_Your instructions_
This task calls for copying every line of the records that includes the word "graph".

Saved data entries
=== Section Start ===

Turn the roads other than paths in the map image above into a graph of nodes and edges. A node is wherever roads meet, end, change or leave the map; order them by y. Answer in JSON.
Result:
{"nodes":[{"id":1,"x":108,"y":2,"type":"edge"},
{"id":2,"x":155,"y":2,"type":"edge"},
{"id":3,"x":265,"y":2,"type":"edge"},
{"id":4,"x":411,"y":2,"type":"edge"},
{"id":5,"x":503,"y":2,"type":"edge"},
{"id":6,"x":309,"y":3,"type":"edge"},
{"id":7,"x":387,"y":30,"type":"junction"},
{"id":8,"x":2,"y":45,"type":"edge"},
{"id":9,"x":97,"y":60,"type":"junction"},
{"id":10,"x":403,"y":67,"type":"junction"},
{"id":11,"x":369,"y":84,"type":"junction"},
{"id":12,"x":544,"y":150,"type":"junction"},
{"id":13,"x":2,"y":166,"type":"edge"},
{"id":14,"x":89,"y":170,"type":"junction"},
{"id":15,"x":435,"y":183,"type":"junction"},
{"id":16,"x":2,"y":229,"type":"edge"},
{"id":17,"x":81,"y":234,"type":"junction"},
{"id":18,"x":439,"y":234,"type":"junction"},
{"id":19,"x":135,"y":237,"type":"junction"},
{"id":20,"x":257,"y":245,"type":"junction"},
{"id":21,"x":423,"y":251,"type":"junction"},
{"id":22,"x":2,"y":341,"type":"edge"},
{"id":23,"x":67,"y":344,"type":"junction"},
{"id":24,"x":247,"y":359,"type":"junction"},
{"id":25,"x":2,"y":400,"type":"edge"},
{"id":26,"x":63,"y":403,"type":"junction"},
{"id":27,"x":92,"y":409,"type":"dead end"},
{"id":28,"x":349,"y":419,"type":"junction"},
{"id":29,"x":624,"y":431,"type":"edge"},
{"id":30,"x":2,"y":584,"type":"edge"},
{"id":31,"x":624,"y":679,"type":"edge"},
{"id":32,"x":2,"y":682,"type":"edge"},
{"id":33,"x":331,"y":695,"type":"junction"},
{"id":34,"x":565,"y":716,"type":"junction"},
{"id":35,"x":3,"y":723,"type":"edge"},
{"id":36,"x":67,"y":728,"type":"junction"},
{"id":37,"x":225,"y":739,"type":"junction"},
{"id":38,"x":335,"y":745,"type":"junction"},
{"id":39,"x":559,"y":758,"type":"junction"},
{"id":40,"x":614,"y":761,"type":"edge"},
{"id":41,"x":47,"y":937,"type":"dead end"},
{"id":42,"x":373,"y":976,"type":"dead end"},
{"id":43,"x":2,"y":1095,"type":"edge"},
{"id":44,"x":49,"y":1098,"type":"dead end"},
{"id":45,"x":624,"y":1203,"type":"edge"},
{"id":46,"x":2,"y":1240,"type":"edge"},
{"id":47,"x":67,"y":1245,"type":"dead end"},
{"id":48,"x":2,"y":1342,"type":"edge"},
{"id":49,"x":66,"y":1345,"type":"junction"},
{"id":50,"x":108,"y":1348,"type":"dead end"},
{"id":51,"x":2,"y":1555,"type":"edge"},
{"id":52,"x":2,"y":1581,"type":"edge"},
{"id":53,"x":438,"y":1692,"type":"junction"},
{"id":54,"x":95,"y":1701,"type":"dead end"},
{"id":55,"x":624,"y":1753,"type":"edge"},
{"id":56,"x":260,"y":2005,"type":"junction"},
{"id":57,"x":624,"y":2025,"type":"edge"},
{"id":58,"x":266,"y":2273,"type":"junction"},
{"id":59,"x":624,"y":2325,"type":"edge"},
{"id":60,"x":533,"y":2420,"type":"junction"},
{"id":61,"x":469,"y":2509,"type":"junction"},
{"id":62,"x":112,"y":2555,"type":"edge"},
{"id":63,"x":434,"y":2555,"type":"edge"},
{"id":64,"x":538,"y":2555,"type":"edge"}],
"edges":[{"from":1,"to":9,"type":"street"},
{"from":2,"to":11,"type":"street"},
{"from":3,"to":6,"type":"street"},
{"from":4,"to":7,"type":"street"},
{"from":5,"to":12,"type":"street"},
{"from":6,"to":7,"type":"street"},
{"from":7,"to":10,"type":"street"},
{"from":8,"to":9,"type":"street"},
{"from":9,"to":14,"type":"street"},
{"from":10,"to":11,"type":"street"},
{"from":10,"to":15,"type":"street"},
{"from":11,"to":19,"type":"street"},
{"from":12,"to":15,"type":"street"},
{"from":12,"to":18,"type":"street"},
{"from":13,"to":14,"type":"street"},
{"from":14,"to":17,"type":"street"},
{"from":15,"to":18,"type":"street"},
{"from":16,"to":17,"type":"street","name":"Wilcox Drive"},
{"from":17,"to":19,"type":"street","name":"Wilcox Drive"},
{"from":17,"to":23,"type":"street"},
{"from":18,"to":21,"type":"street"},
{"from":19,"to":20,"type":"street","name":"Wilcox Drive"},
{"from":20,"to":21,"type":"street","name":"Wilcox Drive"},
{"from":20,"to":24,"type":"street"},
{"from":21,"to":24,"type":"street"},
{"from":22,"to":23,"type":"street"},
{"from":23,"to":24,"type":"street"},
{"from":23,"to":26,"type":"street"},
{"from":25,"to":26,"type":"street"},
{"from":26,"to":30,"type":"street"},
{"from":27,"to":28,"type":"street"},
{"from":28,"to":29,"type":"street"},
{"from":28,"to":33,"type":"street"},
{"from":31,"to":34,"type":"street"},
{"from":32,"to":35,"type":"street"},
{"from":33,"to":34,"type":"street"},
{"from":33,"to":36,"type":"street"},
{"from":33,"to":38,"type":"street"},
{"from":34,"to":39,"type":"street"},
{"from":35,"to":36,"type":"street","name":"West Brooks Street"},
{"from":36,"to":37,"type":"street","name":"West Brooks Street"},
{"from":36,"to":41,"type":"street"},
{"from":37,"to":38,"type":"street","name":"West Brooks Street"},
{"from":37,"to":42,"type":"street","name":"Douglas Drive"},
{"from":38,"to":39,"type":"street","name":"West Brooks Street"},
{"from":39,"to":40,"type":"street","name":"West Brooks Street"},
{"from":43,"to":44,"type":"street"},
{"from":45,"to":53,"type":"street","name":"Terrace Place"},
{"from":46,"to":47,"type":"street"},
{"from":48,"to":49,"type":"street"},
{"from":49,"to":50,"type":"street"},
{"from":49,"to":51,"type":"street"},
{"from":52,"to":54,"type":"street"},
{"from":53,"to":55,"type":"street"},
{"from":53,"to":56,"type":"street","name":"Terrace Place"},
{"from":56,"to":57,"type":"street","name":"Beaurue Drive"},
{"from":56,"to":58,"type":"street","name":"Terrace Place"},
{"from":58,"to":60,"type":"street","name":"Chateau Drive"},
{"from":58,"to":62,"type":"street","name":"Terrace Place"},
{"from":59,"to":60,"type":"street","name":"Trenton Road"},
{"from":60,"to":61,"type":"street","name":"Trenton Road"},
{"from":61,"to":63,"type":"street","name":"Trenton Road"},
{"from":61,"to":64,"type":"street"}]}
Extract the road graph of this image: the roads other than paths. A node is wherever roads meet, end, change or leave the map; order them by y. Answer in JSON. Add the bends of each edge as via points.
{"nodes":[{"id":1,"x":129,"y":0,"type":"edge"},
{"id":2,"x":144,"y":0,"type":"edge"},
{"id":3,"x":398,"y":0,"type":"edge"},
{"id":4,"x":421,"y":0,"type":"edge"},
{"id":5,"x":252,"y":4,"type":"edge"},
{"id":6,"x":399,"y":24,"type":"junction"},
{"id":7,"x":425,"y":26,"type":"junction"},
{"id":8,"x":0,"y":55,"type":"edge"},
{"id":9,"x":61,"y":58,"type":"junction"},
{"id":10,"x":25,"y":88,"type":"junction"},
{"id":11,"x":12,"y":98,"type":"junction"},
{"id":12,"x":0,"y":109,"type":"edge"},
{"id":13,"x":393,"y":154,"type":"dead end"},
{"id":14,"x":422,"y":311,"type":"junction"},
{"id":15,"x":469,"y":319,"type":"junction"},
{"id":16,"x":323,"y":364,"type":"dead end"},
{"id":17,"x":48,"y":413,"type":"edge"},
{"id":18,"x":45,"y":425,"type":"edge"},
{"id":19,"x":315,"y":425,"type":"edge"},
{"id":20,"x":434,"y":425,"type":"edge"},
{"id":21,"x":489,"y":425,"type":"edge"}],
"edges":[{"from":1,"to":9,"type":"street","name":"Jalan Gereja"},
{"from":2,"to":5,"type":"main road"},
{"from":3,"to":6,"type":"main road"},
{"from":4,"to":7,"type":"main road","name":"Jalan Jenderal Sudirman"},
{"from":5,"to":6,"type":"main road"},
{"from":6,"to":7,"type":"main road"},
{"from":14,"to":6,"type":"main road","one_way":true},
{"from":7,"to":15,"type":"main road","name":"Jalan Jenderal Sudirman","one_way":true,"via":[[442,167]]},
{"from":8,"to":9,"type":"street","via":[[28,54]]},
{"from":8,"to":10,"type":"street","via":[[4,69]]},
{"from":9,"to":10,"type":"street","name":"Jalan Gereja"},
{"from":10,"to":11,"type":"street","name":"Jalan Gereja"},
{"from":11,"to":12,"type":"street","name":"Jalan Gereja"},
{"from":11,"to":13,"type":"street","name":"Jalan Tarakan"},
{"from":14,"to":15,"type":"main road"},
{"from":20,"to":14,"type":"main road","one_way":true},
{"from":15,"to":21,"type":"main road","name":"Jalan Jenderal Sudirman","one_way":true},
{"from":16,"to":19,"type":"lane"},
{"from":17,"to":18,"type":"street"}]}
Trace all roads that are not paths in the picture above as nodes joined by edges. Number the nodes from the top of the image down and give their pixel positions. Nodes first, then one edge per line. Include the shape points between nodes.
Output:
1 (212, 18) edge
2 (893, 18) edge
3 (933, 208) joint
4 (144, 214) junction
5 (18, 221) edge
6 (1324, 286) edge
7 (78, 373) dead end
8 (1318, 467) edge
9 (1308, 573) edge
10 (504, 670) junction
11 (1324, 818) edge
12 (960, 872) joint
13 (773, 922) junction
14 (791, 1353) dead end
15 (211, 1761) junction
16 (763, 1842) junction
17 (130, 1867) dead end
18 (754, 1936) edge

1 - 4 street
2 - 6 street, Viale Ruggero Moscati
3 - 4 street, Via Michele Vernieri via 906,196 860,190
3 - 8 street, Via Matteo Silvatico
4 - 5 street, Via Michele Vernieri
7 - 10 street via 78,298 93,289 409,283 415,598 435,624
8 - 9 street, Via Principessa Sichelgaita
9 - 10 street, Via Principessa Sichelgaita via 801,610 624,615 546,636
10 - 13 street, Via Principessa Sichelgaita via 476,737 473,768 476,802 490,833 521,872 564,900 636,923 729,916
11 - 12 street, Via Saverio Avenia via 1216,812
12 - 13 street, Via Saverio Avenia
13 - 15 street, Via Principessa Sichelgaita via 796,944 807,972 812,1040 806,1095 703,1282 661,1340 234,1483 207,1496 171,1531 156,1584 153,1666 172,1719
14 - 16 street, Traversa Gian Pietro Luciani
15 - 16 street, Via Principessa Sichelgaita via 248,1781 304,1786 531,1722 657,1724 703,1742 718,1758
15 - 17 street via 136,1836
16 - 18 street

=== Section End ===

_Exercise answer_
Turn the roads other than paths in the map image above into a graph of nodes and edges. A node is wherever roads meet, end, change or leave the map; order them by y. Answer in JSON.
Extract the road graph of this image: the roads other than paths. A node is wherever roads meet, end, change or leave the map; order them by y. Answer in JSON. Add the bends of each edge as via points.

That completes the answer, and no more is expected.